The answer should consist of each line from the data below that includes "labels".

Dataset items
# # # # #

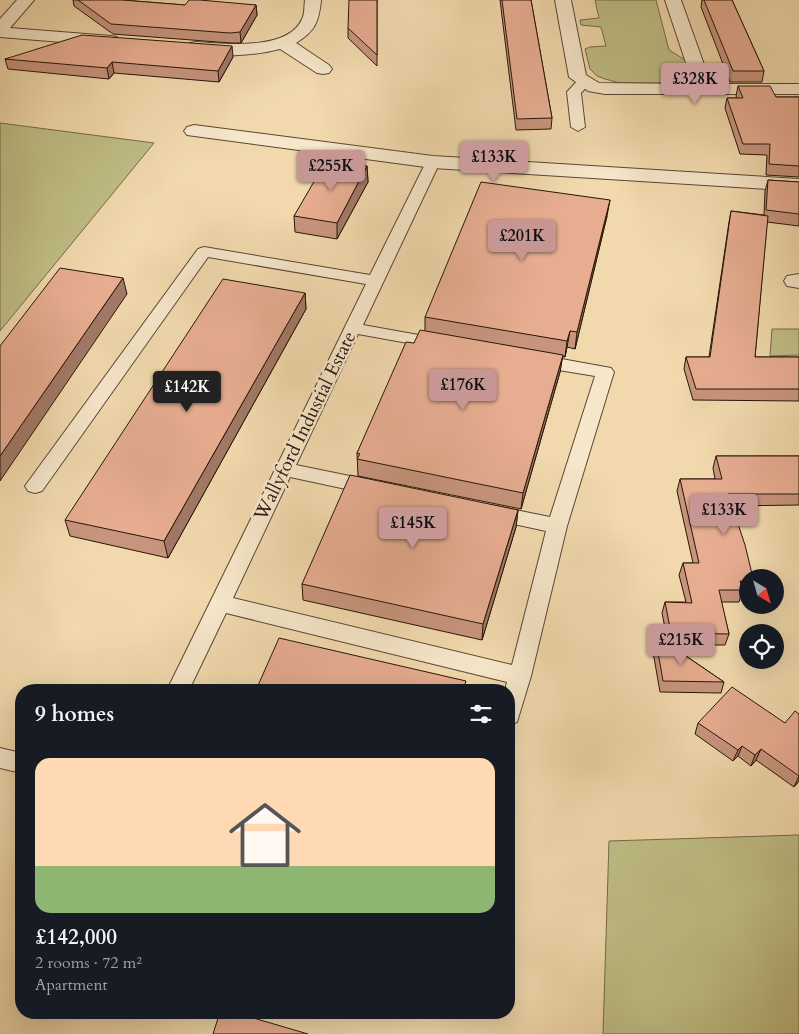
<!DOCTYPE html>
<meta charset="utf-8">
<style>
:root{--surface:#171b24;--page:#242831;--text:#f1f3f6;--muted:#9ea1a6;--accent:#c59692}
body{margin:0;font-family:Cardo,serif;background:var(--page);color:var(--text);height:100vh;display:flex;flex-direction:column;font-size:19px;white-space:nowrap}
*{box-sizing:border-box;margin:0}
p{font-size:16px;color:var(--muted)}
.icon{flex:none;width:28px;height:28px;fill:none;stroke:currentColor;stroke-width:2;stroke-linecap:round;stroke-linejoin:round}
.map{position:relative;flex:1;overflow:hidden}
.drawer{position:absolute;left:15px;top:684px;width:500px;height:335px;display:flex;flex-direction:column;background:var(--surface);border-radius:20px;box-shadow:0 5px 20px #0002}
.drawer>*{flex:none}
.needle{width:32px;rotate:143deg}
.controls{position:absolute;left:739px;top:569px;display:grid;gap:10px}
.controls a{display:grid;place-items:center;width:45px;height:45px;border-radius:50%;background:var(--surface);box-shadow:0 5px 20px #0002;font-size:25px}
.price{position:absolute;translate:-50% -42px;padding:0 11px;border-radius:5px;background:var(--accent);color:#111;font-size:16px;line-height:32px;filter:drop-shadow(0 1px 2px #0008)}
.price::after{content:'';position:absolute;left:50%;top:30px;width:15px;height:11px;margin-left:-8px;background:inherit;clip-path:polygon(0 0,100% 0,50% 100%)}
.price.active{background:#222;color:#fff}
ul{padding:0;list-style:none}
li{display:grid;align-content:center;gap:10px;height:265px;padding:0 20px}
li span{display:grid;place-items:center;height:155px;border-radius:15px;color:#555}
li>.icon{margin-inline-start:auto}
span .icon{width:90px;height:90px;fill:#fffc;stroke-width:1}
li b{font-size:21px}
h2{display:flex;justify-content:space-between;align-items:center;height:60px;padding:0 20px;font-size:21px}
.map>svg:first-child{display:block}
.green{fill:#c0be86;stroke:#746a48}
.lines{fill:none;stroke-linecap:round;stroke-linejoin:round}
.lane-casing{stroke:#5b4632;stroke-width:2}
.street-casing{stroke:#5b4632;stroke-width:2}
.lane{fill:#f6e6ca;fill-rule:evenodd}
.street{fill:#f6e6ca;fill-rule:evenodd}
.wall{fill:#c7957d;stroke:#291509}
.shaded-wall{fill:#a27966;stroke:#291509}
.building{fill:#e7ad91;stroke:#291509}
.labels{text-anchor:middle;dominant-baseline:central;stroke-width:5;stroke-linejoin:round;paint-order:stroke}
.street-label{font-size:19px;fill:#291509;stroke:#f6e6ca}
</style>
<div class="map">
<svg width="799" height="1034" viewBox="0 0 799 1034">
<rect width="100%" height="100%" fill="#f1d9ad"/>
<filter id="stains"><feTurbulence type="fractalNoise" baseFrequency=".004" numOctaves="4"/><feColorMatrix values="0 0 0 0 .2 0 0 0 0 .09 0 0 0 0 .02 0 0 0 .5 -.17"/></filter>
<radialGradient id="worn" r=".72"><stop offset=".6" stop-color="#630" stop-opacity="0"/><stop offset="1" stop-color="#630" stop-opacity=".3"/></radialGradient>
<!-- green -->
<path class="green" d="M 595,0 L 656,0 L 669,50 L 687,61 L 690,76 L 677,83 L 620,83 L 605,79 L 597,76 L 590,69 L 585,49 L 590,47 L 606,46 L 601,27 L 581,25 L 580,20 L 599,18 Z
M 0,123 L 154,143 L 0,331 Z
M 772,329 L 799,329 L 799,355 L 770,356 Z
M 799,835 L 799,1034 L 603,1034 L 609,841 Z"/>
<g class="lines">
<defs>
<path id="lane" d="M 584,78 L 591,82 L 581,93 L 585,127 L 578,131 L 571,127 L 567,92 L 579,79 Z
M 433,158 L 438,159 L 440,162 L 363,325 L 441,339 L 447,340 L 450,344 L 447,348 L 441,349 L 358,334 L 296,465 L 374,481 L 381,483 L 384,488 L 381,493 L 374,495 L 290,477 L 233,598 L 512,665 L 546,531 L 491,519 L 484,517 L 481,512 L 484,507 L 491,505 L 550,517 L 595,376 L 534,366 L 528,364 L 525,360 L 528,356 L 534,354 L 611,368 L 614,372 L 567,526 L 531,676 L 517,722 L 509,725 L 509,690 L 505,690 L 507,682 L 226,613 L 189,690 L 167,690 L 366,284 L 208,257 L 42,491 L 35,493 L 28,491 L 25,486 L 198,249 L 204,247 L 370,275 L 426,162 L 428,159 Z
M 0,748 L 21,753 L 21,773 L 0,768 Z"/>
<path id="street" d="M 17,0 L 34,0 L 10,28 L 111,36 L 117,37 L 120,41 L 117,45 L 111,46 L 0,37 L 0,19 Z
M 305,0 L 321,0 C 319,22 315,31 296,43 L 329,65 L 332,69 L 329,73 L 323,74 L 317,73 L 280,49 C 253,56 218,58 190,51 L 187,47 L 190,43 L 196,42 C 223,44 289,51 302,19 C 305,14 304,6 305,0 Z
M 555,0 L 571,0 L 586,75 L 599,83 L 693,84 L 665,0 L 681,0 L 711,84 L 799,84 L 799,94 L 605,94 L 588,91 L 569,77 Z
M 194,125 L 433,156 L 799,179 L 799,191 L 433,168 L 187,135 L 184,131 L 187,127 Z
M 799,274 L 799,288 L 787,286 L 784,281 L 787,276 Z"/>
</defs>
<!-- lane casing -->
<use href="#lane" class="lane-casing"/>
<!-- street casing -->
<use href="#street" class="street-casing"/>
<!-- lane -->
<use href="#lane" class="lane"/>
<!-- street -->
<use href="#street" class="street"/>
</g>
<!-- wall -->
<path class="wall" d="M 73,0 L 122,0 L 185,5 L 256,5 L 257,15 L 241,43 L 231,43 L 113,34 L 74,6 Z
M 377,0 L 377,66 L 348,38 L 348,28 Z
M 500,0 L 531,0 L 552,118 L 551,129 L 516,130 Z
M 702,0 L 732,0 L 764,71 L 762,82 L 730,82 L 701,7 Z
M 233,57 L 219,82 L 114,73 L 109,79 L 8,69 L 5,59 Z
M 738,86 L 776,97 L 799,97 L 799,177 L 766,175 L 767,155 L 740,154 L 725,108 L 727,98 L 737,98 L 736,96 Z
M 367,166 L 368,182 L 337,239 L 295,232 L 294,216 Z
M 768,180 L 799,182 L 799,226 L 767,222 L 755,357 L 799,357 L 799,401 L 693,400 L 684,369 L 686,357 L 709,357 L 729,222 L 731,211 L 764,215 L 765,191 Z
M 607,216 L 575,349 L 567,347 L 565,357 L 562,357 L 560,372 L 521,509 L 358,476 L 357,453 L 414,343 L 425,331 L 425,317 Z
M 305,293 L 306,309 L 168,558 L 70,536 L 65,520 Z
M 716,456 L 799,456 L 799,505 L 732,506 L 748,578 L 748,592 L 742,592 L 739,602 L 721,602 L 729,634 L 725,645 L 670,645 L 724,682 L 721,693 L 660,692 L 652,646 L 655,635 L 668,643 L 662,613 L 665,602 L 686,602 L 679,575 L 683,563 L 693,563 L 677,491 L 680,479 L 715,479 L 713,468 Z
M 518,510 L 516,527 L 482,640 L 303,600 L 302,584 Z
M 799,714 L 799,781 L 794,787 L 756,760 L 751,766 L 738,756 L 733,761 L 695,734 L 698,723 L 785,723 Z"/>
<!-- shaded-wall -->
<path class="shaded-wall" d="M 256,5 L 257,15 L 241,43 L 240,32 Z
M 232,46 L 233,57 L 219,82 L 218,71 Z
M 112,62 L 114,73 L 109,79 L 107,68 Z
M 367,166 L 368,182 L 337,239 L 337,223 Z
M 610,200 L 607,216 L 575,349 L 577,332 Z
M 123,278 L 127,294 L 0,481 L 0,456 Z
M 305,293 L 306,309 L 168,558 L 164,541 Z
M 570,331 L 567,347 L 565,357 L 567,341 Z
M 563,355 L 560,372 L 521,509 L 523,493 Z
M 518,510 L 516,527 L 482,640 L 483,624 Z
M 742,746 L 738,756 L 733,761 L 738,750 Z
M 761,749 L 756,760 L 751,766 L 755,755 Z
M 799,776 L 799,781 L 794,787 Z"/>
<!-- building -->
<path class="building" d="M 78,0 L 122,0 L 185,5 L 189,0 L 200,0 L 256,5 L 240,32 L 230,33 L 111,24 Z
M 349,0 L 377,0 L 377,55 L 348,28 Z
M 502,0 L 531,0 L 552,118 L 517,119 Z
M 704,0 L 732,0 L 764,71 L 733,71 Z
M 82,35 L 232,46 L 218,71 L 112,62 L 107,68 L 5,59 Z
M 738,86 L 770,86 L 776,97 L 799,97 L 799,166 L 769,164 L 770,144 L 743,144 L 727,98 L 743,98 Z
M 326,161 L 367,166 L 337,223 L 294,216 Z
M 768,180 L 799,182 L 799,214 L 766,210 Z
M 481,182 L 610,200 L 577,332 L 570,331 L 567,341 L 425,317 Z
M 731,211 L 768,216 L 755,357 L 799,357 L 799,389 L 696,389 L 686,357 L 710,357 Z
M 60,268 L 123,278 L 0,456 L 0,346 Z
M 223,279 L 305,293 L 164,541 L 65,520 Z
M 420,330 L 563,355 L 523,493 L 357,459 L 360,454 L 357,453 L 406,342 L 414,343 Z
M 716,456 L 799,456 L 799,494 L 728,494 L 745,545 L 753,578 L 748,578 L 748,581 L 740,581 L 743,590 L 719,590 L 729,634 L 671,633 L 665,602 L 692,603 L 683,563 L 699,563 L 680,479 L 722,479 Z
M 350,475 L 518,510 L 483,624 L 302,584 Z
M 655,635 L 724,682 L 663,681 Z
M 279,638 L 466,681 L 463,690 L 256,690 Z
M 732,687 L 785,723 L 795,711 L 799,714 L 799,776 L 761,749 L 755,755 L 742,746 L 738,750 L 698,723 Z
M 220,1012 L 233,1012 L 308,1034 L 213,1034 Z"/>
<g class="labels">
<!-- street labels -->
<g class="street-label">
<text transform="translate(305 426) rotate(-64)">Wallyford Industial Estate</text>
</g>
</g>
<rect width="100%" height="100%" filter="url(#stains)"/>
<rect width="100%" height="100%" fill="url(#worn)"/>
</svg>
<div class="controls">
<a><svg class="needle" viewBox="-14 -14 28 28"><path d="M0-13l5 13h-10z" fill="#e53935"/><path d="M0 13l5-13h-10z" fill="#9ea1a6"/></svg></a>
<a><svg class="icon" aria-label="locate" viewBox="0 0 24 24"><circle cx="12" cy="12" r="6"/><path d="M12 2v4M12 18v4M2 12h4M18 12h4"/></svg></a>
</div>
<b class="price" style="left:695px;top:105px">£328K</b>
<b class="price" style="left:494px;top:183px">£133K</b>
<b class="price" style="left:331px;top:192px">£255K</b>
<b class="price" style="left:522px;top:262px">£201K</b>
<b class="price" style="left:463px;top:411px">£176K</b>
<b class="price active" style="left:187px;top:413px">£142K</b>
<b class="price" style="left:724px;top:536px">£133K</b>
<b class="price" style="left:413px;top:549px">£145K</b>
<b class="price" style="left:681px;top:666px">£215K</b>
<section class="drawer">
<h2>9 homes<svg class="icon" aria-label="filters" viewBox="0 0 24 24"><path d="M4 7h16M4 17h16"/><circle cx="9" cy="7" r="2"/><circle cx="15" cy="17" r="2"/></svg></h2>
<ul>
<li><span style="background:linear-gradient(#ffd9b3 70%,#8fb573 0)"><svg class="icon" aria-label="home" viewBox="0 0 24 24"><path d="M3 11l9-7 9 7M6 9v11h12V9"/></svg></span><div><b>£142,000</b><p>2 rooms · 72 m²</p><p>Apartment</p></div></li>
</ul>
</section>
</div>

# # # # #

- _YOUR SOLUTION_:
.labels{text-anchor:middle;dominant-baseline:central;stroke-width:5;stroke-linejoin:round;paint-order:stroke}
<g class="labels">
<!-- street labels -->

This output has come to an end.